> EXERCISE INPUTS
- - - - -

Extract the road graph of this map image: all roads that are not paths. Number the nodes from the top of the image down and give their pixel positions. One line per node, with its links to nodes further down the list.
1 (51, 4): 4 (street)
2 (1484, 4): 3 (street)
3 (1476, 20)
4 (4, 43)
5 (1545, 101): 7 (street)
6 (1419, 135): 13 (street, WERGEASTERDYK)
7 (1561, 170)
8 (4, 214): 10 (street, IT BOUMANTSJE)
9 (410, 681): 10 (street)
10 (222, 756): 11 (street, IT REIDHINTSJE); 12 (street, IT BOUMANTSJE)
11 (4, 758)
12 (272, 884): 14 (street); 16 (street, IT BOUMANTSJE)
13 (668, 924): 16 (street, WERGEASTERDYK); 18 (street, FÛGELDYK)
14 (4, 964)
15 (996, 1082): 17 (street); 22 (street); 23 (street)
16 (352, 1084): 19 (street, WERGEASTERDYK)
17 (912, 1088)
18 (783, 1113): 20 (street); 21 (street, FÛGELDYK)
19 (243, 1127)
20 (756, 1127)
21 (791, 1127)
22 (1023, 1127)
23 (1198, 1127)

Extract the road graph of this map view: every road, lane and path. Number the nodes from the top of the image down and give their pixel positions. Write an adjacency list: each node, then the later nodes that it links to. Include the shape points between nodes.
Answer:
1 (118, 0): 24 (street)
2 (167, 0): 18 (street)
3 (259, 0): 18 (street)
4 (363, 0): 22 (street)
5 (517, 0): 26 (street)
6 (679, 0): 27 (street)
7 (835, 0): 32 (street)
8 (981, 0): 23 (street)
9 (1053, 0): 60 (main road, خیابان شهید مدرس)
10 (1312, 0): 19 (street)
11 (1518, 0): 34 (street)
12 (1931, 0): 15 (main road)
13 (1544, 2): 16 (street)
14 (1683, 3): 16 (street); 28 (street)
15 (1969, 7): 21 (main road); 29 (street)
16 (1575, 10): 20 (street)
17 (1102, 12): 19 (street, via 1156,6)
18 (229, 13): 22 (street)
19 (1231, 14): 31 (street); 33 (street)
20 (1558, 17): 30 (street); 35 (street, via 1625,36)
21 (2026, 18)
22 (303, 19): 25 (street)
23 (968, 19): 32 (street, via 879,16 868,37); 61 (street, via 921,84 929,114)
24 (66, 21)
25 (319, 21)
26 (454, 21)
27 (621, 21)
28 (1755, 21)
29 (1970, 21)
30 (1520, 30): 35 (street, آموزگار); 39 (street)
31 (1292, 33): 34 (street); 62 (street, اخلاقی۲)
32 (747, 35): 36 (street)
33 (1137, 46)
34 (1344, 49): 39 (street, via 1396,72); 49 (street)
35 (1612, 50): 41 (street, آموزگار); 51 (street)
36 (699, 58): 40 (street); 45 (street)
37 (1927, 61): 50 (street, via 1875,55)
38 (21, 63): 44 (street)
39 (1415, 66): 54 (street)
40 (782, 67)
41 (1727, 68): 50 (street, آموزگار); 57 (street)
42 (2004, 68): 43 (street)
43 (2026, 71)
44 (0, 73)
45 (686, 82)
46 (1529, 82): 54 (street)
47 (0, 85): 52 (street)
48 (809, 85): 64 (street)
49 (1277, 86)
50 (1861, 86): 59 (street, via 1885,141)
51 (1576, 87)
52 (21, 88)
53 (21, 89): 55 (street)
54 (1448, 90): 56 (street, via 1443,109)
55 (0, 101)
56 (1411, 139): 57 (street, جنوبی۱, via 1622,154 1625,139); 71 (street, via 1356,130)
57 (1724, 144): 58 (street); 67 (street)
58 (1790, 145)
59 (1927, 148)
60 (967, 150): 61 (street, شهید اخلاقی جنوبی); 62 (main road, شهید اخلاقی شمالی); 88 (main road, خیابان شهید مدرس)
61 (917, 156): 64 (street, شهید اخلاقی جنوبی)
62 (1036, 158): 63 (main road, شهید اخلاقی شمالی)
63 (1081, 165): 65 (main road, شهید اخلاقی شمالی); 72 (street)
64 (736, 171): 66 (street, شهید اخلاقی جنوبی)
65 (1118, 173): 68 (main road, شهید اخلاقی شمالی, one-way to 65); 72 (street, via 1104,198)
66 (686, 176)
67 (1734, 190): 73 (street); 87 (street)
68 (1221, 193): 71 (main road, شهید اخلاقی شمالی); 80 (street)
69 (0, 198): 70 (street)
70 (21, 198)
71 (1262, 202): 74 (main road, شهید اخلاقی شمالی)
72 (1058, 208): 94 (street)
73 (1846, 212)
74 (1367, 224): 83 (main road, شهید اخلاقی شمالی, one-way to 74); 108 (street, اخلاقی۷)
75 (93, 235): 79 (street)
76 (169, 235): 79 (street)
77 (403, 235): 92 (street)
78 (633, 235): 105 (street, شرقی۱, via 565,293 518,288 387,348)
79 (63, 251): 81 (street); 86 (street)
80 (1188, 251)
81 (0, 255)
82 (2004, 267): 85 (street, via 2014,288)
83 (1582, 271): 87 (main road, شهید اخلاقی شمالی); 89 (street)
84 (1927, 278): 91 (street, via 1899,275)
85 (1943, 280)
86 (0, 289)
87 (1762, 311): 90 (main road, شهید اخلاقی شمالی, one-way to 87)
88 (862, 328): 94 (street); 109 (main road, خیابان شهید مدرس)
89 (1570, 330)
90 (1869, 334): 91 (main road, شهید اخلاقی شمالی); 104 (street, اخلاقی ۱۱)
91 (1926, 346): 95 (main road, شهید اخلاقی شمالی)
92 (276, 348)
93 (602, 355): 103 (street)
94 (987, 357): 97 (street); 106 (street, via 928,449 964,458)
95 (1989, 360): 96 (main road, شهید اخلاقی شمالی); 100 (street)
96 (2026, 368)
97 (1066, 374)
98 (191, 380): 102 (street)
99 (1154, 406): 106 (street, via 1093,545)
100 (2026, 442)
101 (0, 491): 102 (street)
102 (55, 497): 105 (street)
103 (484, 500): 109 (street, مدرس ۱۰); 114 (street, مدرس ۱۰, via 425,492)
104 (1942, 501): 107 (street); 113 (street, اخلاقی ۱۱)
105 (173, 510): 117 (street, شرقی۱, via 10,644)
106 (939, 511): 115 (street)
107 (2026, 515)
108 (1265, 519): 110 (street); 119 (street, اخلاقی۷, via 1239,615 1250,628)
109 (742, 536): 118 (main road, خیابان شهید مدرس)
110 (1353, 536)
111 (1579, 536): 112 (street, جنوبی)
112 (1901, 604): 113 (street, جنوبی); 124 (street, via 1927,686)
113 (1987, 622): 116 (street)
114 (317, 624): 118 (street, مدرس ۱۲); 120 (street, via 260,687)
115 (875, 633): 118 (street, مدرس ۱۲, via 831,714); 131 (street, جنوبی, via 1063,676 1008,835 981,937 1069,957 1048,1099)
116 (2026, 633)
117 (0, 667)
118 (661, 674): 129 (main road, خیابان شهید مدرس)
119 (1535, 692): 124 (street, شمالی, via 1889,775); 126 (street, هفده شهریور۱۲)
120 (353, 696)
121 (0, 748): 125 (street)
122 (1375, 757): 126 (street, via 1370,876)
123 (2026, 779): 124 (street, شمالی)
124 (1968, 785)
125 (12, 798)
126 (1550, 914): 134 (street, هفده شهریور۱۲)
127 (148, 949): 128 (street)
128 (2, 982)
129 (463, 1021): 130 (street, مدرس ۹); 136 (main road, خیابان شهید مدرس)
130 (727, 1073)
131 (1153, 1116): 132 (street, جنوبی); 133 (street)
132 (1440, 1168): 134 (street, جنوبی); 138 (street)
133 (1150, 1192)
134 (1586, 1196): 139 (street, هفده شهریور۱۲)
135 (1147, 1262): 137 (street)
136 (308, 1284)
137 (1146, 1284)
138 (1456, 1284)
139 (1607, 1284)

- - - - -

> EXERCISE
From top to bottom, reproduce the material exactly.

> SOLUTION
Extract the road graph of this map image: all roads that are not paths. Number the nodes from the top of the image down and give their pixel positions. One line per node, with its links to nodes further down the list.
1 (51, 4): 4 (street)
2 (1484, 4): 3 (street)
3 (1476, 20)
4 (4, 43)
5 (1545, 101): 7 (street)
6 (1419, 135): 13 (street, WERGEASTERDYK)
7 (1561, 170)
8 (4, 214): 10 (street, IT BOUMANTSJE)
9 (410, 681): 10 (street)
10 (222, 756): 11 (street, IT REIDHINTSJE); 12 (street, IT BOUMANTSJE)
11 (4, 758)
12 (272, 884): 14 (street); 16 (street, IT BOUMANTSJE)
13 (668, 924): 16 (street, WERGEASTERDYK); 18 (street, FÛGELDYK)
14 (4, 964)
15 (996, 1082): 17 (street); 22 (street); 23 (street)
16 (352, 1084): 19 (street, WERGEASTERDYK)
17 (912, 1088)
18 (783, 1113): 20 (street); 21 (street, FÛGELDYK)
19 (243, 1127)
20 (756, 1127)
21 (791, 1127)
22 (1023, 1127)
23 (1198, 1127)

Extract the road graph of this map view: every road, lane and path. Number the nodes from the top of the image down and give their pixel positions. Write an adjacency list: each node, then the later nodes that it links to. Include the shape points between nodes.
Answer:
1 (118, 0): 24 (street)
2 (167, 0): 18 (street)
3 (259, 0): 18 (street)
4 (363, 0): 22 (street)
5 (517, 0): 26 (street)
6 (679, 0): 27 (street)
7 (835, 0): 32 (street)
8 (981, 0): 23 (street)
9 (1053, 0): 60 (main road, خیابان شهید مدرس)
10 (1312, 0): 19 (street)
11 (1518, 0): 34 (street)
12 (1931, 0): 15 (main road)
13 (1544, 2): 16 (street)
14 (1683, 3): 16 (street); 28 (street)
15 (1969, 7): 21 (main road); 29 (street)
16 (1575, 10): 20 (street)
17 (1102, 12): 19 (street, via 1156,6)
18 (229, 13): 22 (street)
19 (1231, 14): 31 (street); 33 (street)
20 (1558, 17): 30 (street); 35 (street, via 1625,36)
21 (2026, 18)
22 (303, 19): 25 (street)
23 (968, 19): 32 (street, via 879,16 868,37); 61 (street, via 921,84 929,114)
24 (66, 21)
25 (319, 21)
26 (454, 21)
27 (621, 21)
28 (1755, 21)
29 (1970, 21)
30 (1520, 30): 35 (street, آموزگار); 39 (street)
31 (1292, 33): 34 (street); 62 (street, اخلاقی۲)
32 (747, 35): 36 (street)
33 (1137, 46)
34 (1344, 49): 39 (street, via 1396,72); 49 (street)
35 (1612, 50): 41 (street, آموزگار); 51 (street)
36 (699, 58): 40 (street); 45 (street)
37 (1927, 61): 50 (street, via 1875,55)
38 (21, 63): 44 (street)
39 (1415, 66): 54 (street)
40 (782, 67)
41 (1727, 68): 50 (street, آموزگار); 57 (street)
42 (2004, 68): 43 (street)
43 (2026, 71)
44 (0, 73)
45 (686, 82)
46 (1529, 82): 54 (street)
47 (0, 85): 52 (street)
48 (809, 85): 64 (street)
49 (1277, 86)
50 (1861, 86): 59 (street, via 1885,141)
51 (1576, 87)
52 (21, 88)
53 (21, 89): 55 (street)
54 (1448, 90): 56 (street, via 1443,109)
55 (0, 101)
56 (1411, 139): 57 (street, جنوبی۱, via 1622,154 1625,139); 71 (street, via 1356,130)
57 (1724, 144): 58 (street); 67 (street)
58 (1790, 145)
59 (1927, 148)
60 (967, 150): 61 (street, شهید اخلاقی جنوبی); 62 (main road, شهید اخلاقی شمالی); 88 (main road, خیابان شهید مدرس)
61 (917, 156): 64 (street, شهید اخلاقی جنوبی)
62 (1036, 158): 63 (main road, شهید اخلاقی شمالی)
63 (1081, 165): 65 (main road, شهید اخلاقی شمالی); 72 (street)
64 (736, 171): 66 (street, شهید اخلاقی جنوبی)
65 (1118, 173): 68 (main road, شهید اخلاقی شمالی, one-way to 65); 72 (street, via 1104,198)
66 (686, 176)
67 (1734, 190): 73 (street); 87 (street)
68 (1221, 193): 71 (main road, شهید اخلاقی شمالی); 80 (street)
69 (0, 198): 70 (street)
70 (21, 198)
71 (1262, 202): 74 (main road, شهید اخلاقی شمالی)
72 (1058, 208): 94 (street)
73 (1846, 212)
74 (1367, 224): 83 (main road, شهید اخلاقی شمالی, one-way to 74); 108 (street, اخلاقی۷)
75 (93, 235): 79 (street)
76 (169, 235): 79 (street)
77 (403, 235): 92 (street)
78 (633, 235): 105 (street, شرقی۱, via 565,293 518,288 387,348)
79 (63, 251): 81 (street); 86 (street)
80 (1188, 251)
81 (0, 255)
82 (2004, 267): 85 (street, via 2014,288)
83 (1582, 271): 87 (main road, شهید اخلاقی شمالی); 89 (street)
84 (1927, 278): 91 (street, via 1899,275)
85 (1943, 280)
86 (0, 289)
87 (1762, 311): 90 (main road, شهید اخلاقی شمالی, one-way to 87)
88 (862, 328): 94 (street); 109 (main road, خیابان شهید مدرس)
89 (1570, 330)
90 (1869, 334): 91 (main road, شهید اخلاقی شمالی); 104 (street, اخلاقی ۱۱)
91 (1926, 346): 95 (main road, شهید اخلاقی شمالی)
92 (276, 348)
93 (602, 355): 103 (street)
94 (987, 357): 97 (street); 106 (street, via 928,449 964,458)
95 (1989, 360): 96 (main road, شهید اخلاقی شمالی); 100 (street)
96 (2026, 368)
97 (1066, 374)
98 (191, 380): 102 (street)
99 (1154, 406): 106 (street, via 1093,545)
100 (2026, 442)
101 (0, 491): 102 (street)
102 (55, 497): 105 (street)
103 (484, 500): 109 (street, مدرس ۱۰); 114 (street, مدرس ۱۰, via 425,492)
104 (1942, 501): 107 (street); 113 (street, اخلاقی ۱۱)
105 (173, 510): 117 (street, شرقی۱, via 10,644)
106 (939, 511): 115 (street)
107 (2026, 515)
108 (1265, 519): 110 (street); 119 (street, اخلاقی۷, via 1239,615 1250,628)
109 (742, 536): 118 (main road, خیابان شهید مدرس)
110 (1353, 536)
111 (1579, 536): 112 (street, جنوبی)
112 (1901, 604): 113 (street, جنوبی); 124 (street, via 1927,686)
113 (1987, 622): 116 (street)
114 (317, 624): 118 (street, مدرس ۱۲); 120 (street, via 260,687)
115 (875, 633): 118 (street, مدرس ۱۲, via 831,714); 131 (street, جنوبی, via 1063,676 1008,835 981,937 1069,957 1048,1099)
116 (2026, 633)
117 (0, 667)
118 (661, 674): 129 (main road, خیابان شهید مدرس)
119 (1535, 692): 124 (street, شمالی, via 1889,775); 126 (street, هفده شهریور۱۲)
120 (353, 696)
121 (0, 748): 125 (street)
122 (1375, 757): 126 (street, via 1370,876)
123 (2026, 779): 124 (street, شمالی)
124 (1968, 785)
125 (12, 798)
126 (1550, 914): 134 (street, هفده شهریور۱۲)
127 (148, 949): 128 (street)
128 (2, 982)
129 (463, 1021): 130 (street, مدرس ۹); 136 (main road, خیابان شهید مدرس)
130 (727, 1073)
131 (1153, 1116): 132 (street, جنوبی); 133 (street)
132 (1440, 1168): 134 (street, جنوبی); 138 (street)
133 (1150, 1192)
134 (1586, 1196): 139 (street, هفده شهریور۱۲)
135 (1147, 1262): 137 (street)
136 (308, 1284)
137 (1146, 1284)
138 (1456, 1284)
139 (1607, 1284)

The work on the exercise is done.